While the troops will be on the move, it will still be “months” before the Pentagon can begin spending any of that money, even without the entanglements of multiple lawsuits already working their way through the court system.
A defense official speaking on the condition of anonymity told reporters at the Pentagon Friday that no money will be moving any time soon.
“We talking a matter of weeks for the [initial] assessment leading up to a decision” by acting Defense Secretary Patrick Shanahan, the official said. “And we’re looking at months for the actual implementation to the point of construction — breaking ground. And we’re talking longer than months for the completion of the construction.”
That vague sketch of a timeline is as close as we’ve been able to come to understanding how long the process might take for the Pentagon to funnel military construction funds toward roads, fencing, and lighting along the southern border.
The $3.6 billion identified will not come from military family housing budgets, but would instead be pulled from “unawarded projects, recapitalization projects that update or replace existing structures,” the official said.
Asked what military construction projects could lose funding, the official said they would likely be pulled from projects slated to begin later in the fiscal year, and then only those that would have “minimal impact on readiness or operations.”

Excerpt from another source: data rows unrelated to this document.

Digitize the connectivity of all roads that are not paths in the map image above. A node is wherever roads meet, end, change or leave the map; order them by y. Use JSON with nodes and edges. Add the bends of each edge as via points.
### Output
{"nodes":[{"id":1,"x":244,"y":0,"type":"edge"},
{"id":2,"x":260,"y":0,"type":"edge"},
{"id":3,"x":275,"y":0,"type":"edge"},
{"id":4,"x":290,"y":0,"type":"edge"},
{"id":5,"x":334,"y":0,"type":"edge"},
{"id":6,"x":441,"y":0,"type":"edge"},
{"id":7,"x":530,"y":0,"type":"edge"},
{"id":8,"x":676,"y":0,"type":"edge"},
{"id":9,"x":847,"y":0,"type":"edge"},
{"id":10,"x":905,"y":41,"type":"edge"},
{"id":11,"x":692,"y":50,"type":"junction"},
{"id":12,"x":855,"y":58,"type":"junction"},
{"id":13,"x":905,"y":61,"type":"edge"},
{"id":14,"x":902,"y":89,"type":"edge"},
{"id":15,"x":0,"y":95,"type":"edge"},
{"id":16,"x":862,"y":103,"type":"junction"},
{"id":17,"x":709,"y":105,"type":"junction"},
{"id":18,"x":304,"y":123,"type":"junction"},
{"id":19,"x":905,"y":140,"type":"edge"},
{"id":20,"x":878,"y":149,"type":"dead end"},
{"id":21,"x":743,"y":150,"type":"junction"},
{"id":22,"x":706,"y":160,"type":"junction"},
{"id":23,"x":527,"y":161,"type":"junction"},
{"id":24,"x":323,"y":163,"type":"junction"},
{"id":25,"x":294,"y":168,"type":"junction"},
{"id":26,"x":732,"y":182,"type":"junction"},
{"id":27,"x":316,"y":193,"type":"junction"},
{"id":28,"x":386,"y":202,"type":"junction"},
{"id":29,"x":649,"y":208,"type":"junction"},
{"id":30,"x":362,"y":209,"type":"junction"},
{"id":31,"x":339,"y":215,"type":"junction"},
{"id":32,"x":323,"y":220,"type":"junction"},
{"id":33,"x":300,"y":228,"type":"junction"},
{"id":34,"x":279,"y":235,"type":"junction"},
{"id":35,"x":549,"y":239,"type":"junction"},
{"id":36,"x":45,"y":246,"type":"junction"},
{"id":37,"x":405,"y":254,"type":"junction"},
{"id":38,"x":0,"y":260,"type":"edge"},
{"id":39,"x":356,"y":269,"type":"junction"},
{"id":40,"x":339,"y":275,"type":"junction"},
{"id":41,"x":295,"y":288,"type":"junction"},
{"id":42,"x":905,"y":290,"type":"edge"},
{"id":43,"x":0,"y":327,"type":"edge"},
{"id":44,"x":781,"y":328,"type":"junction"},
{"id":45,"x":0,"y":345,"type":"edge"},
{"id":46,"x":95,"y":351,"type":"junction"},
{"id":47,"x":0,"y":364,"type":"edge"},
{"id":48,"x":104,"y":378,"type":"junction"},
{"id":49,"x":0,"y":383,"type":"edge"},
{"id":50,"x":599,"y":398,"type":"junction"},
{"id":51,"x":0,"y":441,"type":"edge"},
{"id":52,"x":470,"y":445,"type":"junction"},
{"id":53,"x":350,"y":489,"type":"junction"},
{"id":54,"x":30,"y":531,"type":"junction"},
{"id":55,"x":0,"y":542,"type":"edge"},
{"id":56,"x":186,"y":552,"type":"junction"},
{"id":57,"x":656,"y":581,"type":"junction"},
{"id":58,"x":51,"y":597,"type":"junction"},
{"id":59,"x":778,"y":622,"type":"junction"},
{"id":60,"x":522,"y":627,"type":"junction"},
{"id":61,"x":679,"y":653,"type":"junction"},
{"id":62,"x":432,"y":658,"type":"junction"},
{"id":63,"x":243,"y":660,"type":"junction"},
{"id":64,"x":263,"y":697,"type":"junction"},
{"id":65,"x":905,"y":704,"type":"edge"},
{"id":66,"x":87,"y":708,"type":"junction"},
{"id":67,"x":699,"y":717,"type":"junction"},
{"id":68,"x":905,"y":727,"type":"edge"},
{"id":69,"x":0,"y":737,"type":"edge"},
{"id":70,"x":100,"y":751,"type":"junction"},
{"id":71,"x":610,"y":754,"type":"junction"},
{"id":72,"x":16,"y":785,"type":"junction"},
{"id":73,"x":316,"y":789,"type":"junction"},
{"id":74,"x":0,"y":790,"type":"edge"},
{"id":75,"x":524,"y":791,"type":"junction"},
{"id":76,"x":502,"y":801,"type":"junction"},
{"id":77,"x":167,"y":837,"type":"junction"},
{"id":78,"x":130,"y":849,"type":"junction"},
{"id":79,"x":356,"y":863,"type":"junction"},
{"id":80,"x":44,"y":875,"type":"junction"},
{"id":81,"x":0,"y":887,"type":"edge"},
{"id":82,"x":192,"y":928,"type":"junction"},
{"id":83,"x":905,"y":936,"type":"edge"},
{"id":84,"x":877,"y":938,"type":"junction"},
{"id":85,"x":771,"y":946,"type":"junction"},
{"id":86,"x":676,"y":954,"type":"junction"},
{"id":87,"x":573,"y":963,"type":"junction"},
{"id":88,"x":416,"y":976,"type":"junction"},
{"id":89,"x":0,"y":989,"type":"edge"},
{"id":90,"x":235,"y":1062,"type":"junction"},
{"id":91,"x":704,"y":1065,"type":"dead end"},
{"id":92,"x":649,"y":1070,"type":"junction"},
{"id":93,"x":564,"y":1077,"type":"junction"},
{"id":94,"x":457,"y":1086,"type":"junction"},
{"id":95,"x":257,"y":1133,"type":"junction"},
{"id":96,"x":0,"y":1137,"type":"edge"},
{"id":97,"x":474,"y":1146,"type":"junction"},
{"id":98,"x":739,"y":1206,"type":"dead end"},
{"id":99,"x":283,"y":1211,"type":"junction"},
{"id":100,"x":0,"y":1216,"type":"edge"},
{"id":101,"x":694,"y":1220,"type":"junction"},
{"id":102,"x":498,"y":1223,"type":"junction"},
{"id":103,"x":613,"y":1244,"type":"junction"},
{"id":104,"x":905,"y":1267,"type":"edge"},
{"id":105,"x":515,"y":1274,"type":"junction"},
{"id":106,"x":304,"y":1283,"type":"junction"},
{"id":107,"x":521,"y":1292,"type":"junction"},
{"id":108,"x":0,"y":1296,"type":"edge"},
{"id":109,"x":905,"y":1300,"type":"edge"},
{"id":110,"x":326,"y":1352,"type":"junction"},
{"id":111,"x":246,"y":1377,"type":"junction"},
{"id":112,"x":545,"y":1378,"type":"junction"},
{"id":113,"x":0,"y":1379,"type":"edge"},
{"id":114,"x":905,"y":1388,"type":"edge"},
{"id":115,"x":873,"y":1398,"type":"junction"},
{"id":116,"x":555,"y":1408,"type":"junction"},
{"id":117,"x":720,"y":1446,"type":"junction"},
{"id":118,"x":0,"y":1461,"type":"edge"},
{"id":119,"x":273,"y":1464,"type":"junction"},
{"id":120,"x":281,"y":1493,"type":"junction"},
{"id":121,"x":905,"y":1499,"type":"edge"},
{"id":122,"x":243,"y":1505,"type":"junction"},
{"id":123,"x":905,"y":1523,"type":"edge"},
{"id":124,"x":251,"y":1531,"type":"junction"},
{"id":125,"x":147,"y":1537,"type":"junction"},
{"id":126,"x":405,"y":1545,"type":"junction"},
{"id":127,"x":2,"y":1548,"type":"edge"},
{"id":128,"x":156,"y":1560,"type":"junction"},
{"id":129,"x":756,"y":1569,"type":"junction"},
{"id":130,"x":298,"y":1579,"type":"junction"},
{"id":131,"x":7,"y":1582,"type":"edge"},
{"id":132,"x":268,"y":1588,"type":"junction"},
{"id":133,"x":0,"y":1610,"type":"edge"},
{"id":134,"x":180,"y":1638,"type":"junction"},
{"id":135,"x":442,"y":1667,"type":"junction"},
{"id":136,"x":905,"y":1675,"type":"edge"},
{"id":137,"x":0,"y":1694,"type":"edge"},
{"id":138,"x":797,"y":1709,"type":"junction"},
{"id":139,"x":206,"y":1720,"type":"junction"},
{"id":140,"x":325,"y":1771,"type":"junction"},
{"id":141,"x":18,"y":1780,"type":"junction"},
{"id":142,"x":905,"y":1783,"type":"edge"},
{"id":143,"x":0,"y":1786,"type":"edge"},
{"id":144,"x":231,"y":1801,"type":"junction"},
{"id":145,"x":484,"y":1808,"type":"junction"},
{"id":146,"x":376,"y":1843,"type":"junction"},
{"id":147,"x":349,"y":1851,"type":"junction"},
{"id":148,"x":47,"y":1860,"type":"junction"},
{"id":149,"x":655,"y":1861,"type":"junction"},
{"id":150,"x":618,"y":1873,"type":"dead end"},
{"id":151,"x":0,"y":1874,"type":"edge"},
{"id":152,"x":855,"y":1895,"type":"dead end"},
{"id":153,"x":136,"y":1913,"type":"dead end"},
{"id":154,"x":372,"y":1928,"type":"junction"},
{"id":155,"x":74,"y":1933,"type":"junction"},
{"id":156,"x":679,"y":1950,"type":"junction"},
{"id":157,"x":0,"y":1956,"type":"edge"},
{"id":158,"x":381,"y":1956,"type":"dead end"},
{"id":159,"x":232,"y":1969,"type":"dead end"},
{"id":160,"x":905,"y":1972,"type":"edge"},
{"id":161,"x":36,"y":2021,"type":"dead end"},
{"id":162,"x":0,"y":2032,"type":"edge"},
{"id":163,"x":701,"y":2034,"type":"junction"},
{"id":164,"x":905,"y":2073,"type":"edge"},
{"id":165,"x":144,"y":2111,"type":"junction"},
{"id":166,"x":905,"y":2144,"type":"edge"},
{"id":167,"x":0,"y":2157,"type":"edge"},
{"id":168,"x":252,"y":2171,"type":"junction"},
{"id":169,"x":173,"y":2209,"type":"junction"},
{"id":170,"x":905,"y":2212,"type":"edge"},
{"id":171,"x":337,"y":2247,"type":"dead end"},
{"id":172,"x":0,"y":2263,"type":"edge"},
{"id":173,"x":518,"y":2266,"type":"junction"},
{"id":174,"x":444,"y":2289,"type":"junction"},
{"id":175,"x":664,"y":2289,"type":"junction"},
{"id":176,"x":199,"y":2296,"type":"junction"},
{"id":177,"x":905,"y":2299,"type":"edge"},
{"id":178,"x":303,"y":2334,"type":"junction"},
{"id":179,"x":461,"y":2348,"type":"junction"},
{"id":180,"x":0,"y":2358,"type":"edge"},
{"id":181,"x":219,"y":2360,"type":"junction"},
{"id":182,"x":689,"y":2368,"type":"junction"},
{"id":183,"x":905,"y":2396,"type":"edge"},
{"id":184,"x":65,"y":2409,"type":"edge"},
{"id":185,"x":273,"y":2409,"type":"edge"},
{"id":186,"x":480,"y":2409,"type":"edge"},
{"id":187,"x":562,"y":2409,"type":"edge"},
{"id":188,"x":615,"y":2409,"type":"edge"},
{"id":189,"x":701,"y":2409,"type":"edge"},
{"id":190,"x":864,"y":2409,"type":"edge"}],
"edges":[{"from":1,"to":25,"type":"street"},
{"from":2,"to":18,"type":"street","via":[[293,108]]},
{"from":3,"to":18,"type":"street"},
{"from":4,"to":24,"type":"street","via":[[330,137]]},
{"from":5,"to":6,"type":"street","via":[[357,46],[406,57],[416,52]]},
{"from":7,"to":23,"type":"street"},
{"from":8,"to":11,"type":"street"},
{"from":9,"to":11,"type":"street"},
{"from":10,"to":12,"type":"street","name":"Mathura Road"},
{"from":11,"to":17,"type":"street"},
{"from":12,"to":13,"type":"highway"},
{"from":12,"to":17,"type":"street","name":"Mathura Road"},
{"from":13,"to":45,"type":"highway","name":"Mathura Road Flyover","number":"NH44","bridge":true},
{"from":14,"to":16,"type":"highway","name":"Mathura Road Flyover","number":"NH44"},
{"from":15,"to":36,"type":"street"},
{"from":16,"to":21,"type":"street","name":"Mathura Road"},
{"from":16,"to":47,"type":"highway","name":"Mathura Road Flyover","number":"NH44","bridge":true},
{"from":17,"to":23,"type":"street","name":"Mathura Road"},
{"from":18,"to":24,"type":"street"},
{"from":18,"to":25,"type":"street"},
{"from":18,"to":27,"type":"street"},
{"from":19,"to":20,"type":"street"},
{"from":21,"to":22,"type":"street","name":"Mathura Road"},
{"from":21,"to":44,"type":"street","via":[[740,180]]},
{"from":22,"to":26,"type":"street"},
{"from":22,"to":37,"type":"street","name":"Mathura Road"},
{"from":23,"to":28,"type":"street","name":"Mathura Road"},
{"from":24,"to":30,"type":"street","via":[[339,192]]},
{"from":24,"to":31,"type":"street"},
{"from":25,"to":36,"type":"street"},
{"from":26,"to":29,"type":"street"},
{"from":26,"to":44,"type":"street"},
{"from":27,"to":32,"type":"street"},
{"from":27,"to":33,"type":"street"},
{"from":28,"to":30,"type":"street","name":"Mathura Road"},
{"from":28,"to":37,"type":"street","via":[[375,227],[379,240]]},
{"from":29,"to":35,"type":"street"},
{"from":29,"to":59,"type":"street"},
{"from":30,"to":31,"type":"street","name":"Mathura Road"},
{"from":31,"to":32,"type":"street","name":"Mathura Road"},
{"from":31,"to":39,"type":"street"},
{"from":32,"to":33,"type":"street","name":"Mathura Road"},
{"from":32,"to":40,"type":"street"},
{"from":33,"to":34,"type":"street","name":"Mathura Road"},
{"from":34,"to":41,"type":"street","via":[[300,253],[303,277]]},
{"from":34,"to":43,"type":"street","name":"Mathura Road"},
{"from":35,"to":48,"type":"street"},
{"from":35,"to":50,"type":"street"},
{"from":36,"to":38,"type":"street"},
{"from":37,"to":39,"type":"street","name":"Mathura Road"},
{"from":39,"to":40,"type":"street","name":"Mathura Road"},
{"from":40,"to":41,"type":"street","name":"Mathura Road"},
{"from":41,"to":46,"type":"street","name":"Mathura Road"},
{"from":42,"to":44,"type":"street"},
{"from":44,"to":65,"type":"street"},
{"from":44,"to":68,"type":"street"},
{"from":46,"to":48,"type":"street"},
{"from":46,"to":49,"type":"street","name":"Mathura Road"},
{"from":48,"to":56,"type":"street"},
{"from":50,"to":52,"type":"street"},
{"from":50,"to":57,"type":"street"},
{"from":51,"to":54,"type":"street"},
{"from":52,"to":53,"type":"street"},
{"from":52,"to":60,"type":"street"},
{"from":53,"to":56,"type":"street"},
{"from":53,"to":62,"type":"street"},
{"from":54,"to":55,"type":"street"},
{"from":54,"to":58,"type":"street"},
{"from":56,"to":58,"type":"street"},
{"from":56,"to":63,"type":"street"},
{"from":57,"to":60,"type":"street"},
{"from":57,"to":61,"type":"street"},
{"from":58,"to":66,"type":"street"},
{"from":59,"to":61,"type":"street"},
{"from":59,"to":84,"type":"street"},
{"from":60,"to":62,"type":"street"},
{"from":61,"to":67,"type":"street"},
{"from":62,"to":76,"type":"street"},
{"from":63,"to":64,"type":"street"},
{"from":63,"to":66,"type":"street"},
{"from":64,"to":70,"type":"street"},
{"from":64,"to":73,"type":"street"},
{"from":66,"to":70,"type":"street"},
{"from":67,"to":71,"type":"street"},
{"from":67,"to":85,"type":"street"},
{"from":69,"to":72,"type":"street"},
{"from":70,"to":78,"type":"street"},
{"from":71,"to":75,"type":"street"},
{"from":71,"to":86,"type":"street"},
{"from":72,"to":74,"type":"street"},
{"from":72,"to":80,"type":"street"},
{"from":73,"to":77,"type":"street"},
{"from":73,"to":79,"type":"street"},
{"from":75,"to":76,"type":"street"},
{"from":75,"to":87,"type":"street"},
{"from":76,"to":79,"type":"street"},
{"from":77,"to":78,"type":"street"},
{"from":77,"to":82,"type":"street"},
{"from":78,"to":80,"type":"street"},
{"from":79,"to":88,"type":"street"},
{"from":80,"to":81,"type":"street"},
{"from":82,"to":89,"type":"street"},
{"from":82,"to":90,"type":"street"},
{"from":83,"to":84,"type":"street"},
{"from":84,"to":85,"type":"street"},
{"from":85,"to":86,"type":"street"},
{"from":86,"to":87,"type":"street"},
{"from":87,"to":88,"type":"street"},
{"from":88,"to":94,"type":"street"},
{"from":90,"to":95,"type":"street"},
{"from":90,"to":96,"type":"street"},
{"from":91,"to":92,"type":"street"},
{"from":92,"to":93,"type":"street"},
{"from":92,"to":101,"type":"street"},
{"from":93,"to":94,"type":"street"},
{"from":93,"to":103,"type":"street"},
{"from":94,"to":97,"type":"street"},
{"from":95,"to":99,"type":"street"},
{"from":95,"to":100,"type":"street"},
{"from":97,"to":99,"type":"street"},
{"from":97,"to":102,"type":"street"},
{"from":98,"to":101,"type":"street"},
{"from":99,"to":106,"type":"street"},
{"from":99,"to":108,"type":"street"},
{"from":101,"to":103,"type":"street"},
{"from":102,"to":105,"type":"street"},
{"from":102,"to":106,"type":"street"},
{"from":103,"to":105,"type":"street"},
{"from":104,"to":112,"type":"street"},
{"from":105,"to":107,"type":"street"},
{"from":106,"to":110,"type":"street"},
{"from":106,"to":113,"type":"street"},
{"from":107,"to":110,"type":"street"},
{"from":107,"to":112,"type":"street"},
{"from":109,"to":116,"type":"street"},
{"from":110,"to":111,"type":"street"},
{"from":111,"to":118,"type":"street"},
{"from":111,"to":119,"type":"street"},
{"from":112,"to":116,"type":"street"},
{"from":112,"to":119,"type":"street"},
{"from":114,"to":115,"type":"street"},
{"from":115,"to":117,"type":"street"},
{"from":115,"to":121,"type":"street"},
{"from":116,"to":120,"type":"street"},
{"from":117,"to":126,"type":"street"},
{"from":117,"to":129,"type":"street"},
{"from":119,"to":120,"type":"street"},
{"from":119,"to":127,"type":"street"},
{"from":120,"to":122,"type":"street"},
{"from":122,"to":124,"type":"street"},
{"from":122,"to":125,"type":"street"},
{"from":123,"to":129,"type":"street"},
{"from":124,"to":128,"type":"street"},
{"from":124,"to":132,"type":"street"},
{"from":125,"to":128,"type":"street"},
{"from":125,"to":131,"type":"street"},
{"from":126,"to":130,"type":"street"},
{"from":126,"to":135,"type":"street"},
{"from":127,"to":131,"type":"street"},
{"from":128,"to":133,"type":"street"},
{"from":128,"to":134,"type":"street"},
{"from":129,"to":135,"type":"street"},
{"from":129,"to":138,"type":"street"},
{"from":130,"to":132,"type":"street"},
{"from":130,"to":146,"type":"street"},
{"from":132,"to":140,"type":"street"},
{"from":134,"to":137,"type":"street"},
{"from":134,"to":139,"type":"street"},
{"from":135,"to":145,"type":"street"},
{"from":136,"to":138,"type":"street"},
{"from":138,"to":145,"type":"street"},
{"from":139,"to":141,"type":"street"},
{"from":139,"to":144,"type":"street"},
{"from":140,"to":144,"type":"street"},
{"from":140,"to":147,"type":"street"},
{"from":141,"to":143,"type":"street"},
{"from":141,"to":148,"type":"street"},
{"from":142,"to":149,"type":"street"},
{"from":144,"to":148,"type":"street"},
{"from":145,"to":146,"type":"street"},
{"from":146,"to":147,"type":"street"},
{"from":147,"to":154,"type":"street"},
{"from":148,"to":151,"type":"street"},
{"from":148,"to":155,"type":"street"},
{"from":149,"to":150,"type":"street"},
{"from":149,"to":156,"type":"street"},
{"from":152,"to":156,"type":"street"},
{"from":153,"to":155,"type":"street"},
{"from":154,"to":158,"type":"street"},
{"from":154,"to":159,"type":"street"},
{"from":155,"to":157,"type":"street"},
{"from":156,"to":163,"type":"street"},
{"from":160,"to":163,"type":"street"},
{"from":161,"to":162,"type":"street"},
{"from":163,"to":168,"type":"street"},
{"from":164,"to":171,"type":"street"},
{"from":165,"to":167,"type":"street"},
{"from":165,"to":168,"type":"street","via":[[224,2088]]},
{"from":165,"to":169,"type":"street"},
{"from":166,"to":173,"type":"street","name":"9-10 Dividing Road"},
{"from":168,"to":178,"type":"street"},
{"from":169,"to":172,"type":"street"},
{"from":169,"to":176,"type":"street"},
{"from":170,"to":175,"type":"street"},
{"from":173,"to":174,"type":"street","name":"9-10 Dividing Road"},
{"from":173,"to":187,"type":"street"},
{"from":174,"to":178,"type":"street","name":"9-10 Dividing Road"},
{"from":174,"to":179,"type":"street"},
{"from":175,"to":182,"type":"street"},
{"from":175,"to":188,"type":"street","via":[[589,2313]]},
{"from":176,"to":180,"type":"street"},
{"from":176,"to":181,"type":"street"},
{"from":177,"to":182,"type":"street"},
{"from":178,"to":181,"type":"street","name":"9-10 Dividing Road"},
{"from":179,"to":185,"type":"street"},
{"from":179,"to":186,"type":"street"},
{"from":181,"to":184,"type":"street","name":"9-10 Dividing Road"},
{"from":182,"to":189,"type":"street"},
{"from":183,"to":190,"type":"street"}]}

It is unclear what effect this might have on the 2020 budget request — the money apparently would come from multiple fiscal years — and Pentagon officials have declined to comment on the subject. The Pentagon budget is slated to be released on March 11.
As for where things stand presently, the Joint Staff is studying an initial request from DHS outlining what kind of support it needs, after which Pentagon lawyers will have a go at it, followed by the Comptroller. If Shanahan then decides to move forward, the Army Corps of Engineers will be briefed. Only then will the Army start to coordinate with DHS how the Pentagon can help.
Then comes potentially the trickiest — and most political — part of the whole thing: The Pentagon will notify legislators of its plans to transfer funds, plans which Congress could try to override.